(Saved entries)
________________

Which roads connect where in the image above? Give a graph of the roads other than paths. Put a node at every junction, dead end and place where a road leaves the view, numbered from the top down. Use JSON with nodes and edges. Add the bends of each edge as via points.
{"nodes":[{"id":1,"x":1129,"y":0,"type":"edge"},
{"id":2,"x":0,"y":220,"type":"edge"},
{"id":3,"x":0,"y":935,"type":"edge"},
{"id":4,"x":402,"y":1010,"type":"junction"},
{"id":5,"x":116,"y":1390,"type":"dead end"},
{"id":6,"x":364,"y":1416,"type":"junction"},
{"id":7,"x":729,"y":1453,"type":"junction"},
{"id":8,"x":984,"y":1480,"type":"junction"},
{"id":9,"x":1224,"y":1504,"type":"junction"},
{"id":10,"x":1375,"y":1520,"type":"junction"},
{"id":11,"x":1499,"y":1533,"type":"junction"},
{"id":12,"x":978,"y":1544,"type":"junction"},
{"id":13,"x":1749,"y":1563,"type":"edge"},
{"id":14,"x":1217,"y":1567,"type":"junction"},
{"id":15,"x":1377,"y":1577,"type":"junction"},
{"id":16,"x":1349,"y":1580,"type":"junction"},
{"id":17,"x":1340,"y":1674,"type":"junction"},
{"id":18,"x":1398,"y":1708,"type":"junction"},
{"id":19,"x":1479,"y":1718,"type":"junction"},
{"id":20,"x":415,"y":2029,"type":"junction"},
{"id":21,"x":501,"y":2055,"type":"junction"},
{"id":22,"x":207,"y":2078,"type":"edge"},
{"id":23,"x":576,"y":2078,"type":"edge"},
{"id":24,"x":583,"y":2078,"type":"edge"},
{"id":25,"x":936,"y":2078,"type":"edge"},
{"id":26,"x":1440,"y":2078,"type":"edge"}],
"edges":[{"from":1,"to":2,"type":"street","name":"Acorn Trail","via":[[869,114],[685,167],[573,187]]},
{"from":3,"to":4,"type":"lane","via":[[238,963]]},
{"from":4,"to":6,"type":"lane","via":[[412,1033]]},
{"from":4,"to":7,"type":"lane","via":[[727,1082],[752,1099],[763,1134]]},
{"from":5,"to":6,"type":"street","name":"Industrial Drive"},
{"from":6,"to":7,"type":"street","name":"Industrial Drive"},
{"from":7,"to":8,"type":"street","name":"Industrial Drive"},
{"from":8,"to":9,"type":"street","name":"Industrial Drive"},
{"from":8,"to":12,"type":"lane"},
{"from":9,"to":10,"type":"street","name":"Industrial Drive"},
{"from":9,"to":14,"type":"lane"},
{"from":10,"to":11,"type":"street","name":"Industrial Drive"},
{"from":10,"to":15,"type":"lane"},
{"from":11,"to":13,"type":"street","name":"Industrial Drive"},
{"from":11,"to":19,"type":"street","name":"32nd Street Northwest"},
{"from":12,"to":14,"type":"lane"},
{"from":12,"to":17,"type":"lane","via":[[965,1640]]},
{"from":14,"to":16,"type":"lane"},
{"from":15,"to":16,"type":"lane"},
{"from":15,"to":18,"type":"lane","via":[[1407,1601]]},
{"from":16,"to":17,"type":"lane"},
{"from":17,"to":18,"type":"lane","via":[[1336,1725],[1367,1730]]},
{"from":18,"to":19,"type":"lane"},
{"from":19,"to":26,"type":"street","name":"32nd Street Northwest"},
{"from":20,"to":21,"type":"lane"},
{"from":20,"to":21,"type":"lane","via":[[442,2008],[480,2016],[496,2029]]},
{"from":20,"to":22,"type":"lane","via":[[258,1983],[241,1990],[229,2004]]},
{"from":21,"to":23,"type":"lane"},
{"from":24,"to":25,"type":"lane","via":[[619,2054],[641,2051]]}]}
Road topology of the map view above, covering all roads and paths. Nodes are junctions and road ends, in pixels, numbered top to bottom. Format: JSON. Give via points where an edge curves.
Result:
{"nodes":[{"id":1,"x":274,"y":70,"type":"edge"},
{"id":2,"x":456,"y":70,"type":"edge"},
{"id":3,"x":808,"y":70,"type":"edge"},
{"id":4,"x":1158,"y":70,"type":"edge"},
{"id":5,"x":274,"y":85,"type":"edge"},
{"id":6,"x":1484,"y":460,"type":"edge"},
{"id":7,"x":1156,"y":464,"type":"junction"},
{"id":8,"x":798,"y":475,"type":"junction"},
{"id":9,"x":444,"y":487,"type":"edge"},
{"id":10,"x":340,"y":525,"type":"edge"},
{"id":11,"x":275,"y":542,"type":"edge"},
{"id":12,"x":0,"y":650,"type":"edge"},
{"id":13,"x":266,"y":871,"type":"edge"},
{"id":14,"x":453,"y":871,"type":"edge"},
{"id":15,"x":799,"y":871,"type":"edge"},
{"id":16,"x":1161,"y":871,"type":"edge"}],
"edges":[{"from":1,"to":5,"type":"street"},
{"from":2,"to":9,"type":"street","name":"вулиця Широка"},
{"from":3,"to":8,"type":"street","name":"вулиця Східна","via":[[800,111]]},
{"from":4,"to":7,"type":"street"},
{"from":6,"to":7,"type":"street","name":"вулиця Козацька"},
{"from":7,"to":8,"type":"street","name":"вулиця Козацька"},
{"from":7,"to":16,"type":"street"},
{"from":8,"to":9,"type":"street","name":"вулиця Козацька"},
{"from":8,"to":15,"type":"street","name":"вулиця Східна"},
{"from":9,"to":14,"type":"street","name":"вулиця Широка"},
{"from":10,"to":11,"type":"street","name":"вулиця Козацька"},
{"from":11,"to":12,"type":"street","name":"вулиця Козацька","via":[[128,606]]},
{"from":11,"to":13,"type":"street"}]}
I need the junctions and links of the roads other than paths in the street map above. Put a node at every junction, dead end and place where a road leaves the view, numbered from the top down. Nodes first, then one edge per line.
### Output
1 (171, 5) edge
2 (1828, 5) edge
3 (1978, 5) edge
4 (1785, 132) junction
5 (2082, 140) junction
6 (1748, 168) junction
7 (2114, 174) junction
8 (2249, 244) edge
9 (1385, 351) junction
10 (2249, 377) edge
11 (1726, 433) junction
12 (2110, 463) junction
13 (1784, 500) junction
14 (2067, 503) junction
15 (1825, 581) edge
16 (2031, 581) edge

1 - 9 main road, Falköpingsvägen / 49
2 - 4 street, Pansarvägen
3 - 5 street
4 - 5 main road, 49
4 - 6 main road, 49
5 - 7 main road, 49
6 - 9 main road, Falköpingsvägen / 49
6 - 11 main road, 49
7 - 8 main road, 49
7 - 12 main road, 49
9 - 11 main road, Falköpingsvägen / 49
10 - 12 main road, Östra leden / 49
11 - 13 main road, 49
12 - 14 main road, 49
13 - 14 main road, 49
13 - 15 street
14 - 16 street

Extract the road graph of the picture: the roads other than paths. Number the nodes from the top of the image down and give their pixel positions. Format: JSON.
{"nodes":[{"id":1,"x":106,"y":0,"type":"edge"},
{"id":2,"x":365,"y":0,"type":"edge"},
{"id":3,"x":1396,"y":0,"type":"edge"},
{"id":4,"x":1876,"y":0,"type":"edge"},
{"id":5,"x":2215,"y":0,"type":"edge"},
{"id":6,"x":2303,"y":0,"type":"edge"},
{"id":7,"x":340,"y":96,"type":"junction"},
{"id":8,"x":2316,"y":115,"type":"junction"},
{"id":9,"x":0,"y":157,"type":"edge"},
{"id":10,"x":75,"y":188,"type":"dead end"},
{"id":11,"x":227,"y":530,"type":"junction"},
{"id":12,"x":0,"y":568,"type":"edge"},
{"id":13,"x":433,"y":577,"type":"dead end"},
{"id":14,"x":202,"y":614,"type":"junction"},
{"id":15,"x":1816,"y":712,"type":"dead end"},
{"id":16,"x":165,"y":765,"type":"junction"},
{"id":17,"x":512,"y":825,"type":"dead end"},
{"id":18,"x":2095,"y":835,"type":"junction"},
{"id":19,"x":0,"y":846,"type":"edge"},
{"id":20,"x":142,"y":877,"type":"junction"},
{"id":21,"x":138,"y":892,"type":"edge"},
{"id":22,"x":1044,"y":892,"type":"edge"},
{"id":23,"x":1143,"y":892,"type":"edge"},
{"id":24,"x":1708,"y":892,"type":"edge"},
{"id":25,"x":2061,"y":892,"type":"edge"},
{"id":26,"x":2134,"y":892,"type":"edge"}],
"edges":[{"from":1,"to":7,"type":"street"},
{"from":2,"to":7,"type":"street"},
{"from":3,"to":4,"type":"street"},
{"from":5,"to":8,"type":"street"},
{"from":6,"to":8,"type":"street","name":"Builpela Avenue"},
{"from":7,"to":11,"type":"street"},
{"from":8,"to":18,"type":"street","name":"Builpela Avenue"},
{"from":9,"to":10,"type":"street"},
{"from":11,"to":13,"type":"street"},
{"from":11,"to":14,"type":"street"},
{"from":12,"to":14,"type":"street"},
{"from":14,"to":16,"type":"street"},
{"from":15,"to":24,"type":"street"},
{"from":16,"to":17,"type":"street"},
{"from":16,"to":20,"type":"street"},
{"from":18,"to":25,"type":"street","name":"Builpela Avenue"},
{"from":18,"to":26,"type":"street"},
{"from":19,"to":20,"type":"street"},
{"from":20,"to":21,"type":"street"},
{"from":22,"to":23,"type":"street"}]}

________________

Instructions for the task = In the entries above, find each line with the string "graph" and copy it.

Response to this task =
Which roads connect where in the image above? Give a graph of the roads other than paths. Put a node at every junction, dead end and place where a road leaves the view, numbered from the top down. Use JSON with nodes and edges. Add the bends of each edge as via points.
Extract the road graph of the picture: the roads other than paths. Number the nodes from the top of the image down and give their pixel positions. Format: JSON.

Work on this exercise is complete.